Senior Project Proposal
Lu Wang
December 17, 2012
- Title of Project:
Prophesying
Prices: A Basic Predictive Model for Stock Index Prices
- Statement of Purpose:
This project will study trends in the financial market’s
indices using mathematical software to determine if and how different indices
correlate with one another and to create a model (or models) in Matlab that
uses the relationship between different indices to predict their future prices.

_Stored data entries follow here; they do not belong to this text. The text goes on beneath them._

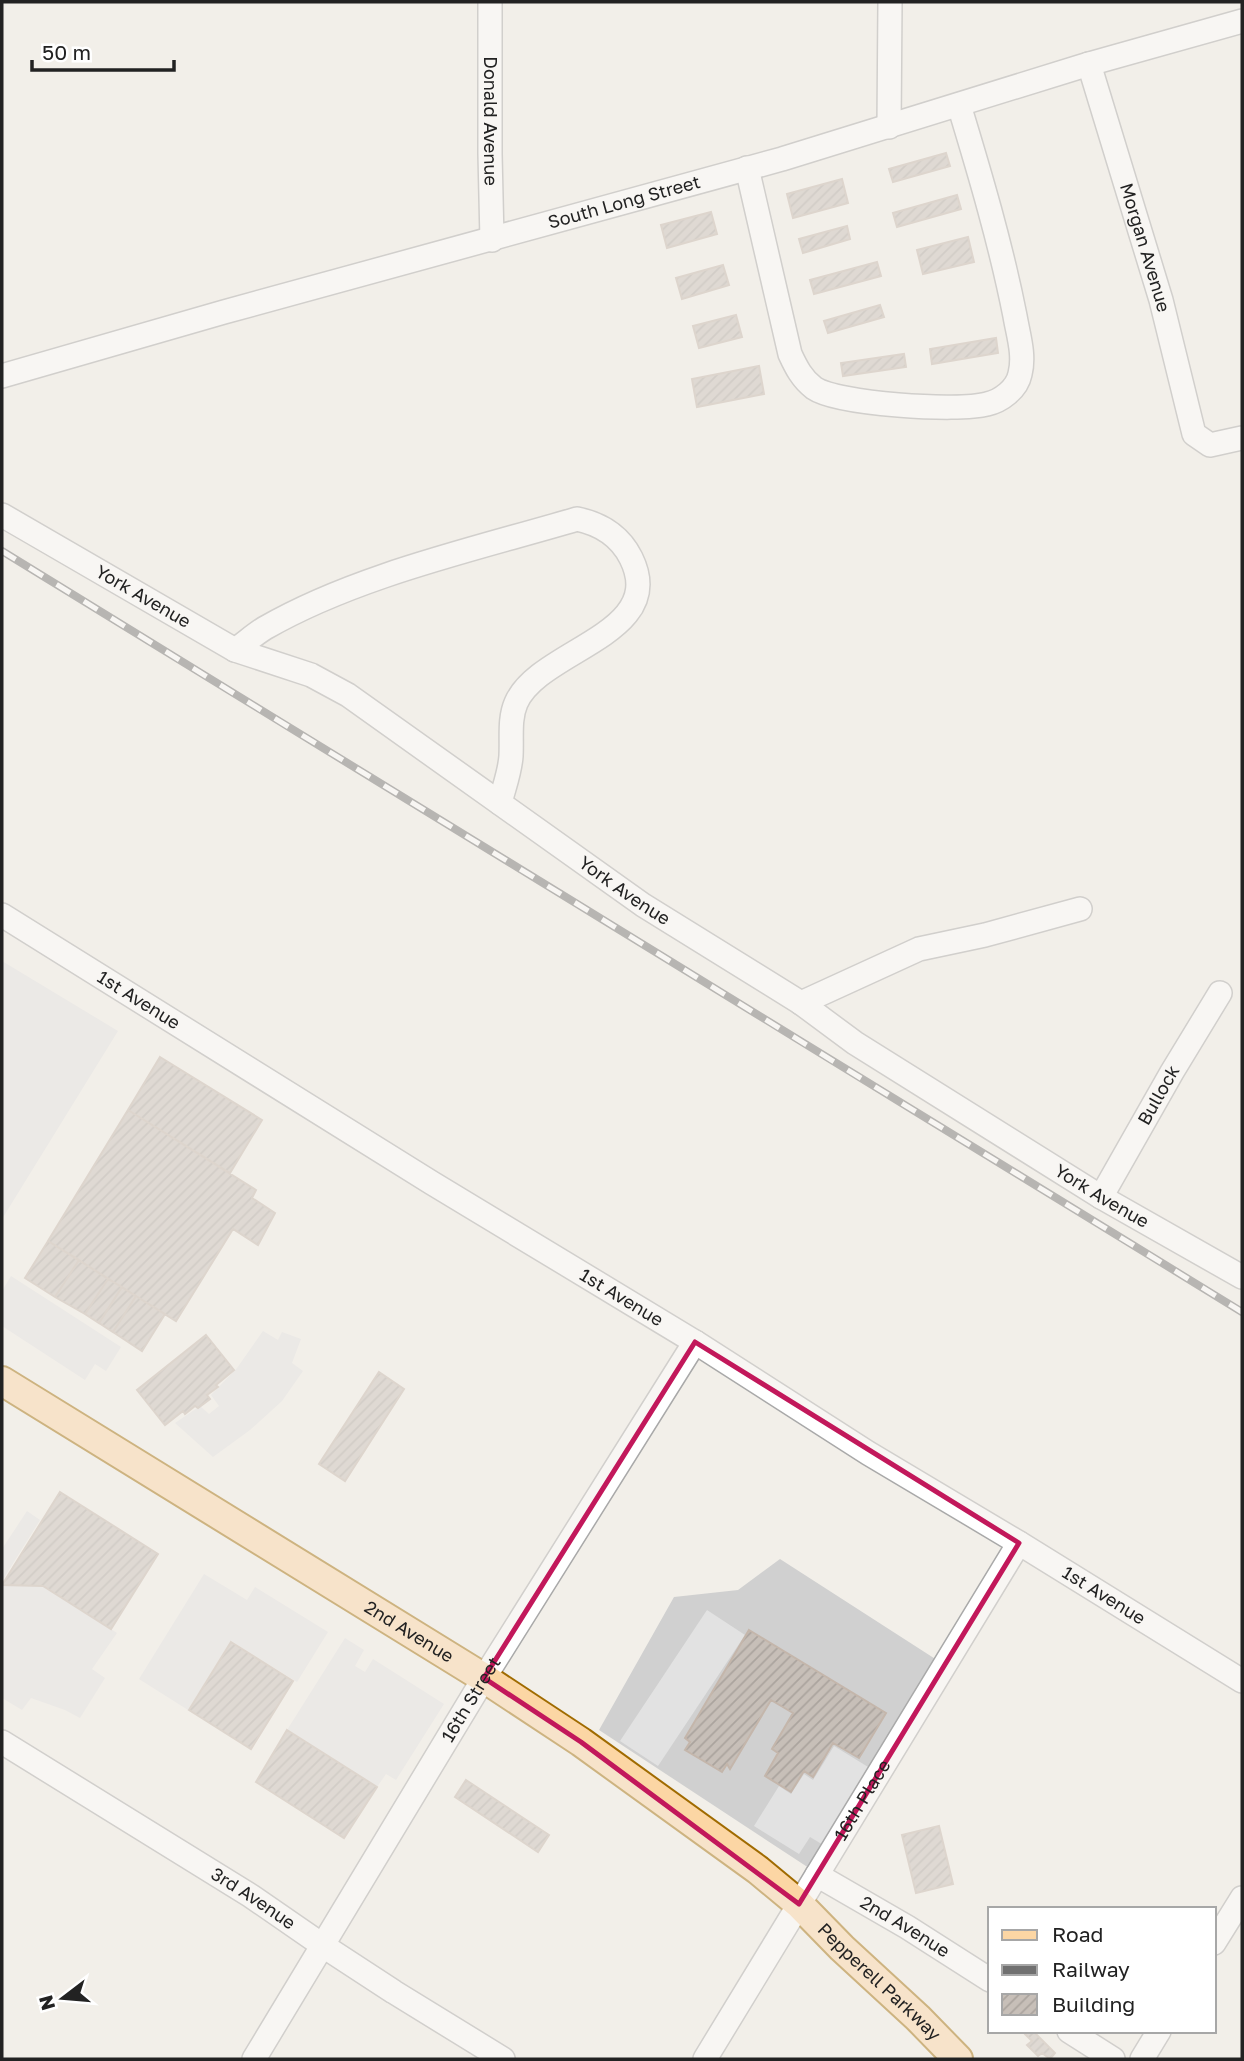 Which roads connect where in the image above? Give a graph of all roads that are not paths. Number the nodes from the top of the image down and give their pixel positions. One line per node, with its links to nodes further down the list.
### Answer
1 (490, 2): 8 (street, Donald Avenue)
2 (890, 2): 6 (street)
3 (1242, 22): 4 (street, South Long Street)
4 (1089, 64): 5 (street, South Long Street); 10 (street, Morgan Avenue)
5 (959, 105): 6 (street, South Long Street); 7 (street)
6 (889, 127): 7 (street, South Long Street)
7 (747, 168): 8 (street, South Long Street)
8 (492, 240): 9 (street, South Long Street)
9 (2, 376)
10 (1242, 438)
11 (2, 515): 12 (street, York Avenue)
12 (235, 650): 13 (street, York Avenue); 13 (street)
13 (500, 803): 17 (street, York Avenue)
14 (1080, 909): 17 (street)
15 (2, 915): 20 (street, 1st Avenue)
16 (1220, 993): 18 (street, Bullock)
17 (801, 1003): 18 (street, York Avenue)
18 (1101, 1197): 19 (street, York Avenue)
19 (1242, 1277)
20 (695, 1342): 22 (street, 1st Avenue); 23 (street, 16th Street)
21 (2, 1381): 23 (main road, 2nd Avenue)
22 (1019, 1543): 24 (street, 1st Avenue); 26 (street, 16th Place)
23 (485, 1678): 28 (main road, 2nd Avenue); 30 (street, 16th Street)
24 (1242, 1681)
25 (2, 1742): 30 (street, 3rd Avenue)
26 (817, 1875): 28 (street, 16th Place); 31 (street, 2nd Avenue)
27 (1242, 1898): 29 (street)
28 (799, 1905): 36 (street, 16th Place); 37 (main road, Pepperell Parkway)
29 (1216, 1940)
30 (322, 1945): 34 (street, 16th Street); 35 (street, 3rd Avenue)
31 (988, 1979)
32 (1072, 2033): 38 (street)
33 (1158, 2033): 39 (street)
34 (254, 2059)
35 (503, 2059)
36 (705, 2059)
37 (957, 2059)
38 (1113, 2059)
39 (1142, 2059)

I intend to prove that accessible mathematical software can be used by a home
investor to make more accurate predictions in the stock market. In order to do
this, I need to answer a few questions: How are these indices calculated and
what is the relationship between them? and How can current price trends be used
to make a mathematical model that can predict future prices?
- Background:
As a potential finance major in college, I’ve always been
interested in investment theory. Since my linear algebra and vector calculus
class has been dealing extensively with matrices, I feel like now is an
opportune time to use the basics I’ve learned in that class along with new
techniques I will research to learn more about financial markets as well as
possibly produce something of practical use. Though I know that the real predictive
models companies use to determine their investment strategies are infinitely
more complex than anything I can produce at the moment, I want to familiarize
myself with the possibilities of predictive modeling, mathematical programs and
models, and financial markets.
- Prior Research:
Predictive modeling is commonly used as a tool in finance and
economics. In particular, predictive analytics is commonly applied to risk
management techniques. Entire companies are based on this, for example, SAP
Predictive Analysis. Extended further, in high-frequency trading, computers use
complex algorithms to make trading decisions before humans can analyze the data
themselves. Such techniques are used by Renaissance Technologies, an example of
a highly successful firm that trades this way. However, such tools are not
available and are too complex for the average person.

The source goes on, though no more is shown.